STANLEY RANDOM CHESS MONTHLY
It is well known that SRC had red squares for seventeen years, refered to as the "Red Years" 1807-1814. In this fascinating guest article, R. Maximus Toeffr (surfnsuds) recounts the lesser known Blue Years of SR Chess.
There was a short period of time in the early 1980's when SRC was played with 64 Blue Squares, known as the "Blue Years." The pieces of both sides were the same shade of blue. This was intended as a cost-saving measure, as a response to the perceived threat to American industry by the Japanese.
The US manufacturers strived to cut costs by reducing the number of colors of paint they had to stock to make white and black squares and white and black pieces.

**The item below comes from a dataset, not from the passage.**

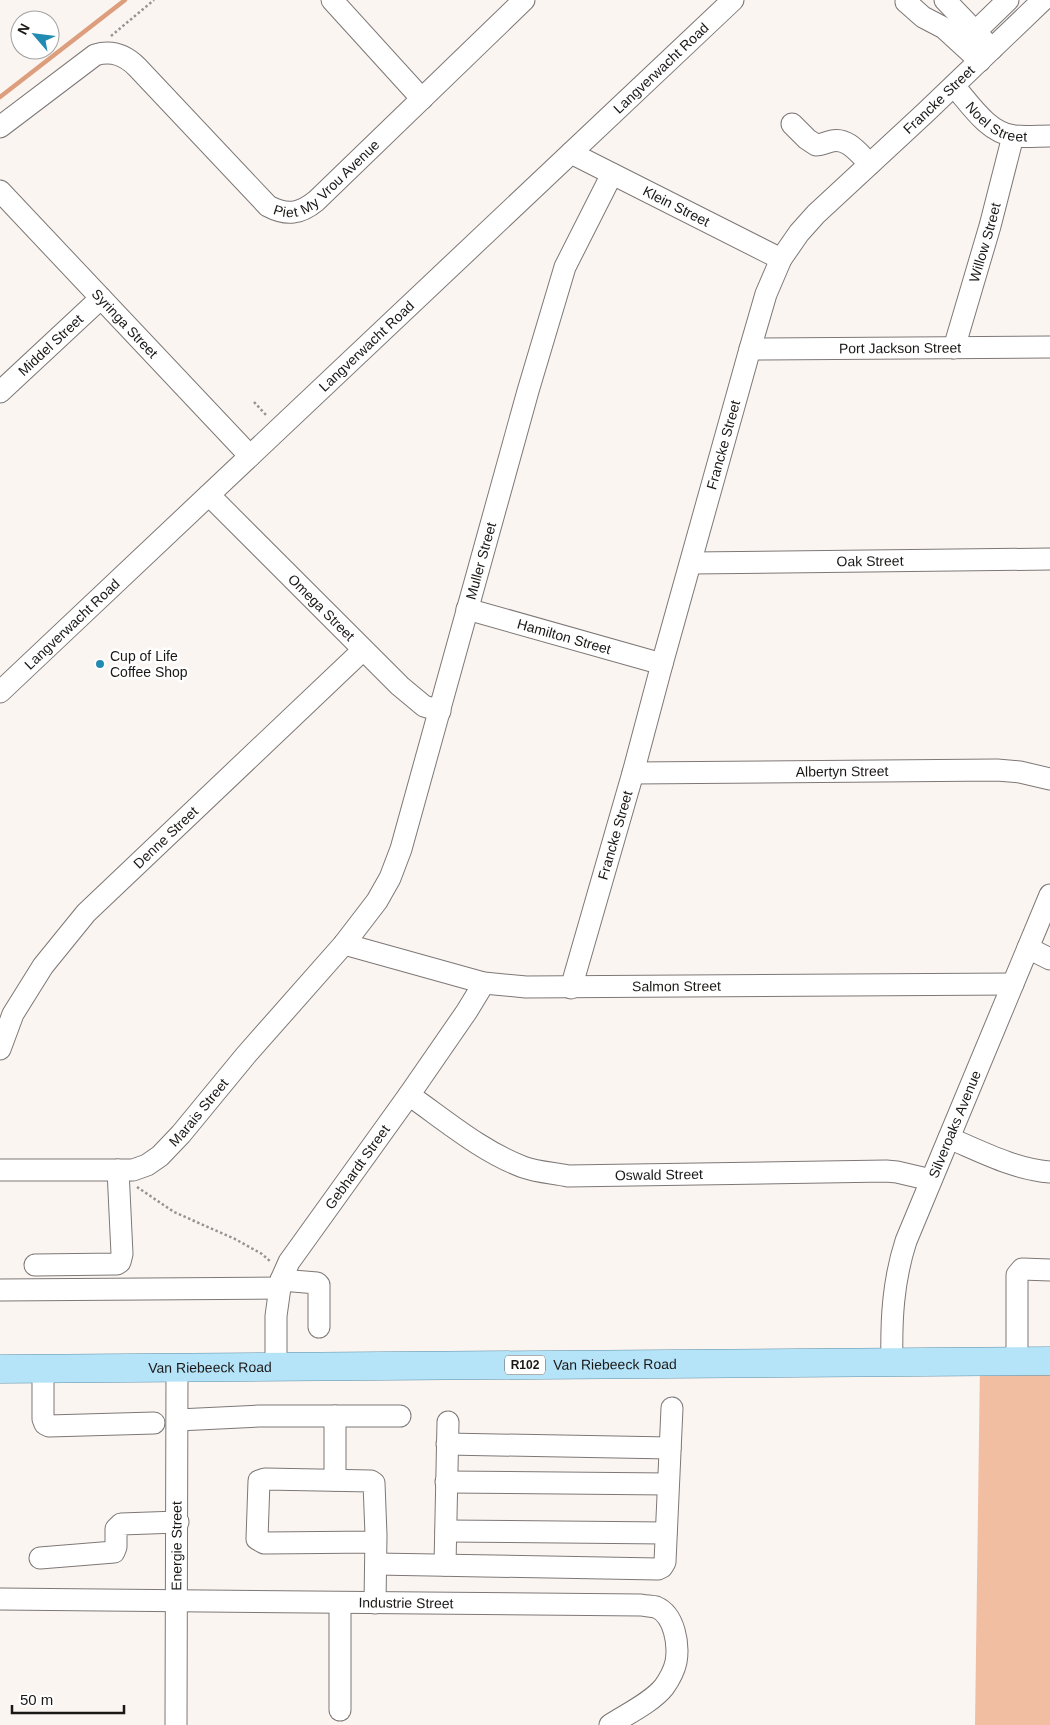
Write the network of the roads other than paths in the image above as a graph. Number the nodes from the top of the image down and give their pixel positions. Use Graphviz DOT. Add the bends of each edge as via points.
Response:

By cutting over to a single color, they surmised, they could double their volume of that color paint and thus improve their bulk purchasing leverage. To this end they were successful.
A bright engineer suggested that in order to make the cut-over foolproof, they should also change from Black or White to some other color; and he proposed Blue, since this was his boss's favorite color. Vast quantities of Black and White paint were thus discarded, and the paint tanks refilled with a particular shade of Blue sanctioned by the ISRC and various International standards bodies.

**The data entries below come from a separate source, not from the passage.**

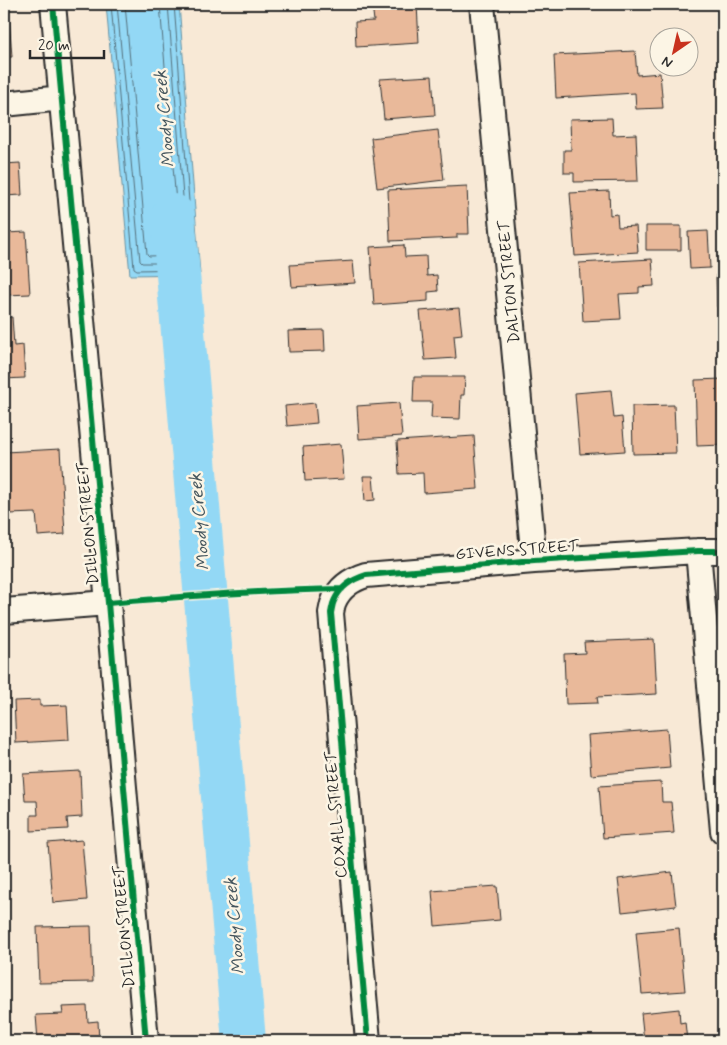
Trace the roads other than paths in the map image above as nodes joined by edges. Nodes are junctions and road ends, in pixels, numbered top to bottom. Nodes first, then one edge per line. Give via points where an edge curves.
1 (53, 4) edge
2 (482, 4) edge
3 (62, 98) junction
4 (4, 104) edge
5 (723, 546) edge
6 (698, 551) junction
7 (723, 551) edge
8 (534, 561) junction
9 (342, 589) joint
10 (108, 603) junction
11 (4, 611) edge
12 (723, 831) edge
13 (146, 1041) edge
14 (368, 1041) edge

1 - 3 street, DILLON STREET
2 - 8 street, DALTON STREET
3 - 4 street
3 - 10 street, DILLON STREET
5 - 6 street, GIVENS STREET
6 - 7 street, GIVENS STREET
6 - 8 street, GIVENS STREET
6 - 12 street
8 - 9 street, GIVENS STREET via 366,575
9 - 14 street, COXALL STREET via 331,613
10 - 11 street
10 - 13 street, DILLON STREET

On June 3, 1981, all retail locations swept their shelves of traditional Black and White SRC sets, and replaced them with the new all-Blue sets. In order to prevent confusion, all the old sets were immediately destroyed.
On June 4, the first offical game was attempted using the new set. Britain's Sir Hadley Connough-Flatus (B) sat across from Lichtenstein's Viktor Pikkel (B) in the Grand Ballroom of the Commodore Hotel. He pushed a pawn to E4. And Pikkel pushed it back.
Connough-Flatus then pushed another blue pawn to D4, and Pikkel pushed it back.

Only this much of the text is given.